[Records for processing Boundary: Start]
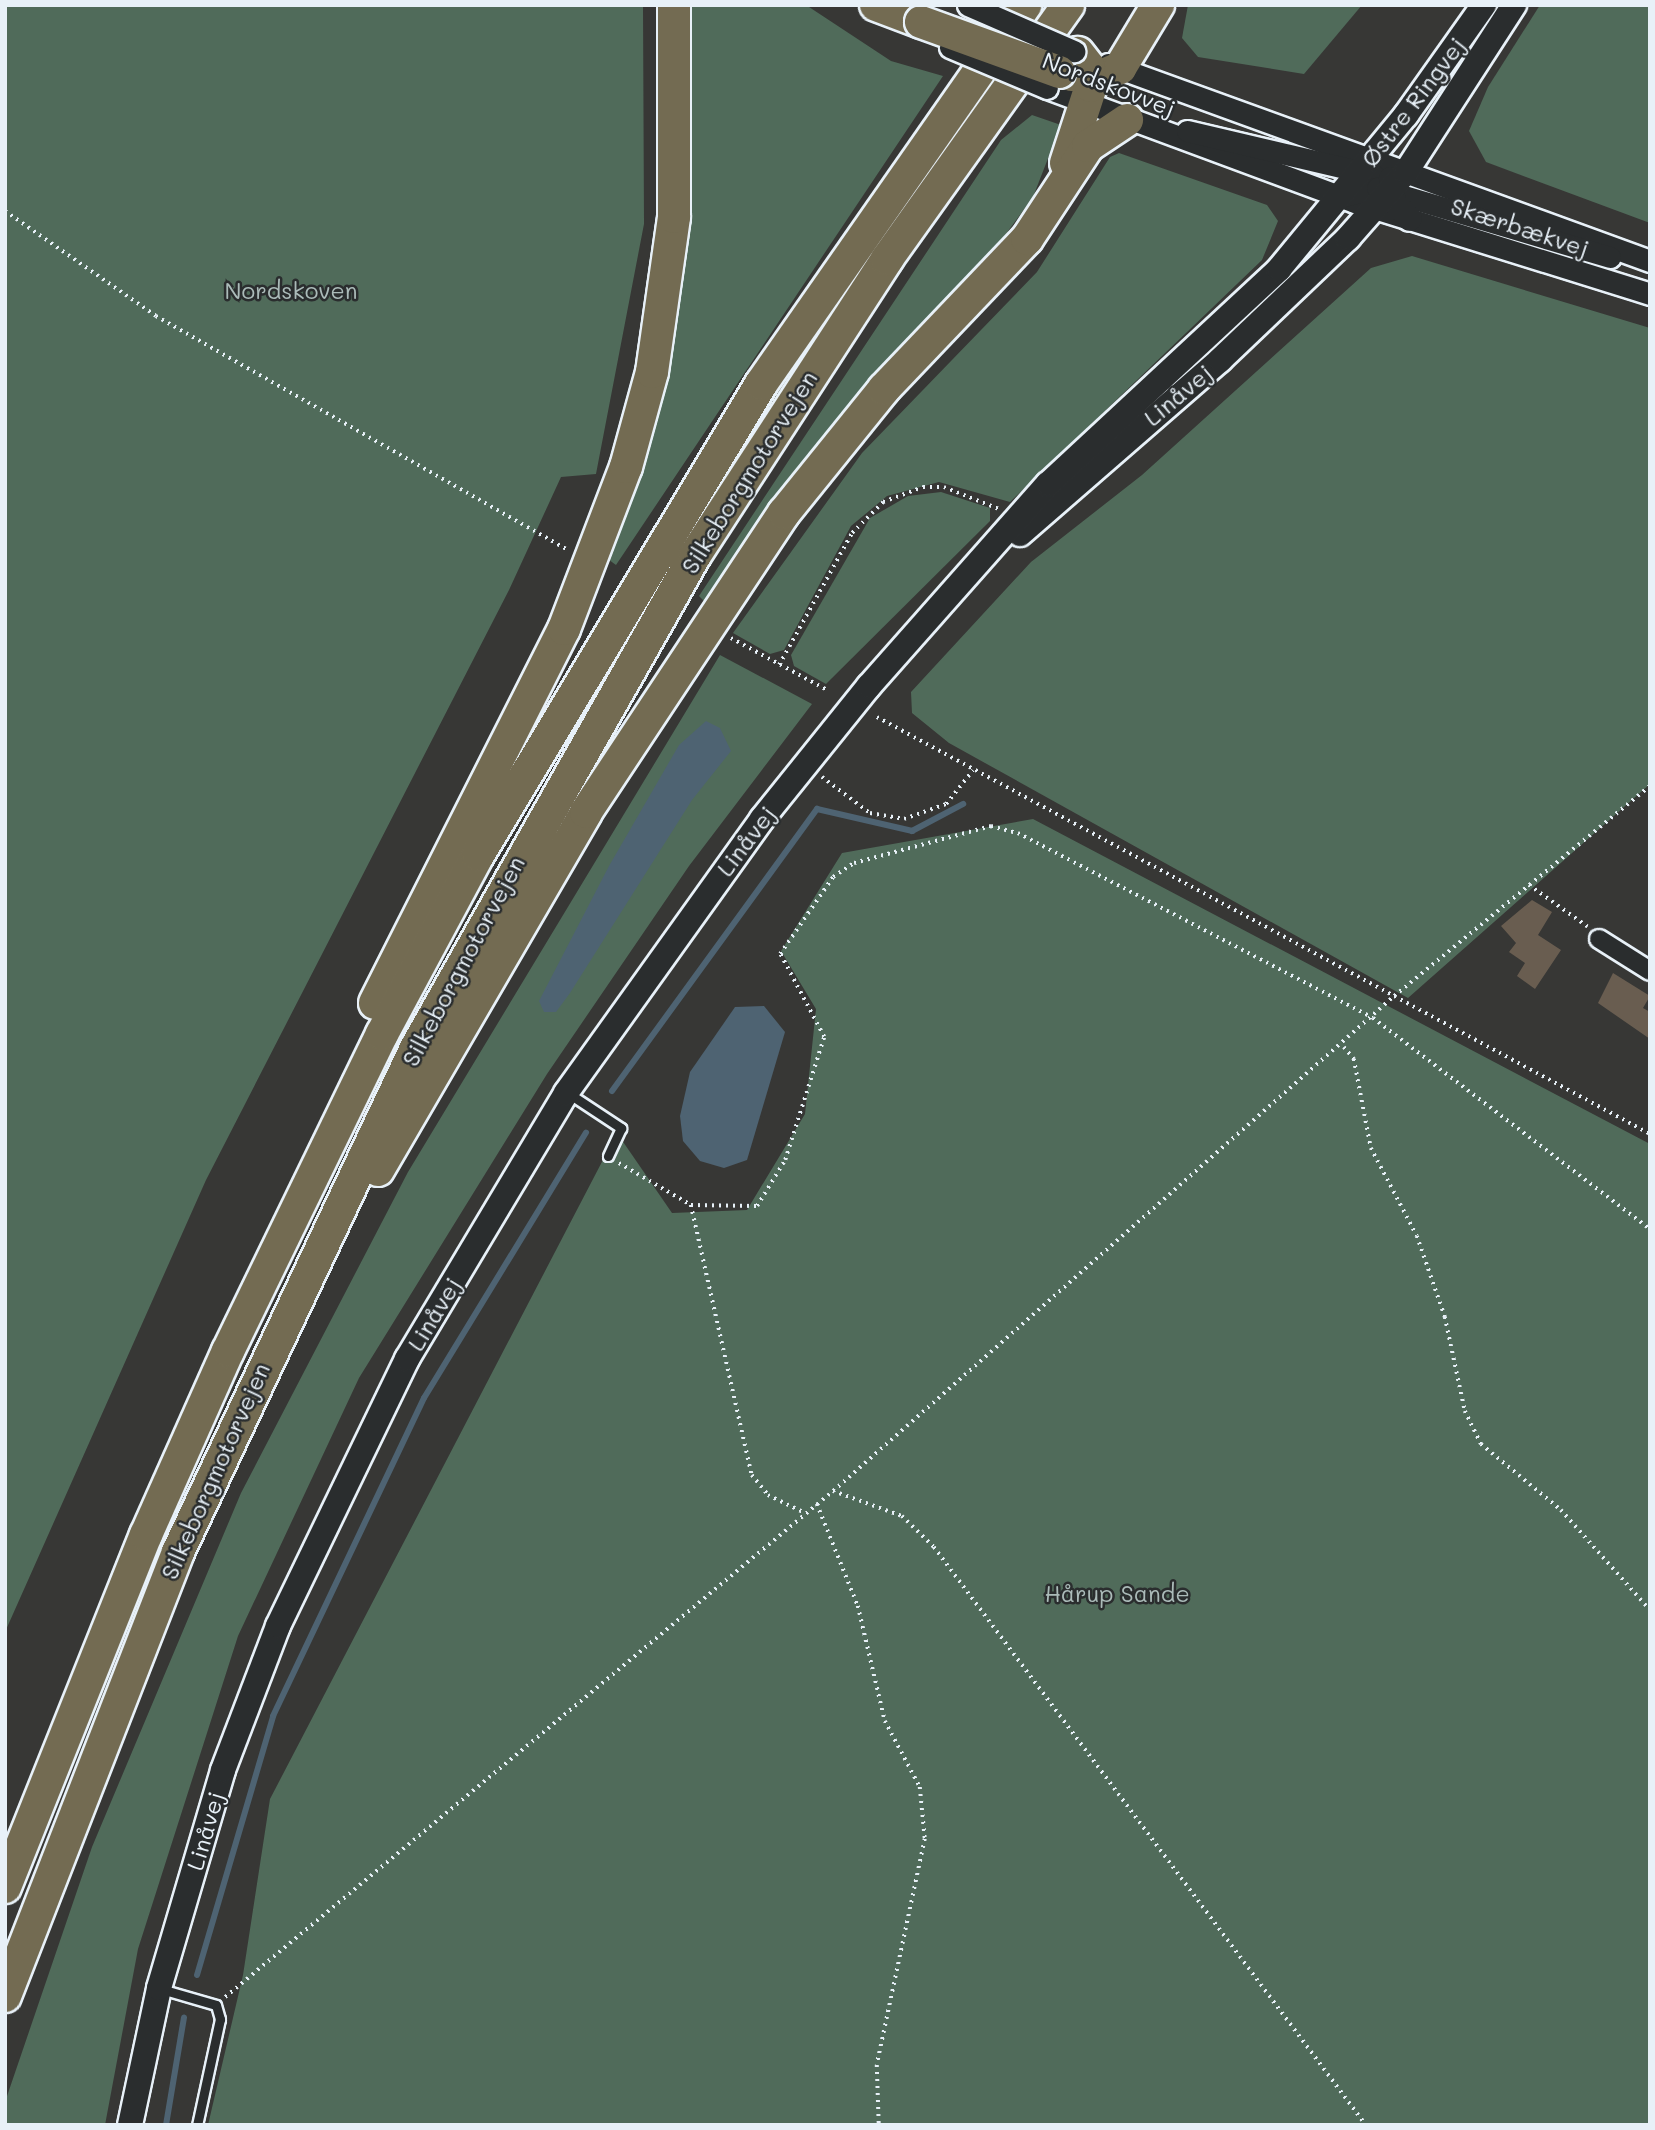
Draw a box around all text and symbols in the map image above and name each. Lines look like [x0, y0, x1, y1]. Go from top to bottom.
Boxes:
street label: Østre Ringvej [1355, 32, 1471, 172]
street label: Nordskovvej [1039, 46, 1179, 122]
street label: Skærbækvej [1448, 192, 1592, 262]
park label: Nordskoven [225, 276, 357, 304]
street label: Linåvej [1138, 359, 1218, 431]
street label: Silkeborgmotorvejen [675, 366, 823, 578]
street label: Linåvej [711, 801, 781, 881]
street label: Silkeborgmotorvejen [396, 851, 530, 1071]
street label: Linåvej [401, 1272, 467, 1356]
street label: Silkeborgmotorvejen [155, 1359, 275, 1583]
park label: Hårup Sande [1044, 1579, 1190, 1607]
street label: Linåvej [181, 1789, 229, 1873]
[Records for processing Boundary: End]
Assignment:
Could you reproduce the entries verbatim, leaving out all pictures?

Written response:
Draw a box around all text and symbols in the map image above and name each. Lines look like [x0, y0, x1, y1]. Go from top to bottom.
Boxes:
street label: Østre Ringvej [1355, 32, 1471, 172]
street label: Nordskovvej [1039, 46, 1179, 122]
street label: Skærbækvej [1448, 192, 1592, 262]
park label: Nordskoven [225, 276, 357, 304]
street label: Linåvej [1138, 359, 1218, 431]
street label: Silkeborgmotorvejen [675, 366, 823, 578]
street label: Linåvej [711, 801, 781, 881]
street label: Silkeborgmotorvejen [396, 851, 530, 1071]
street label: Linåvej [401, 1272, 467, 1356]
street label: Silkeborgmotorvejen [155, 1359, 275, 1583]
park label: Hårup Sande [1044, 1579, 1190, 1607]
street label: Linåvej [181, 1789, 229, 1873]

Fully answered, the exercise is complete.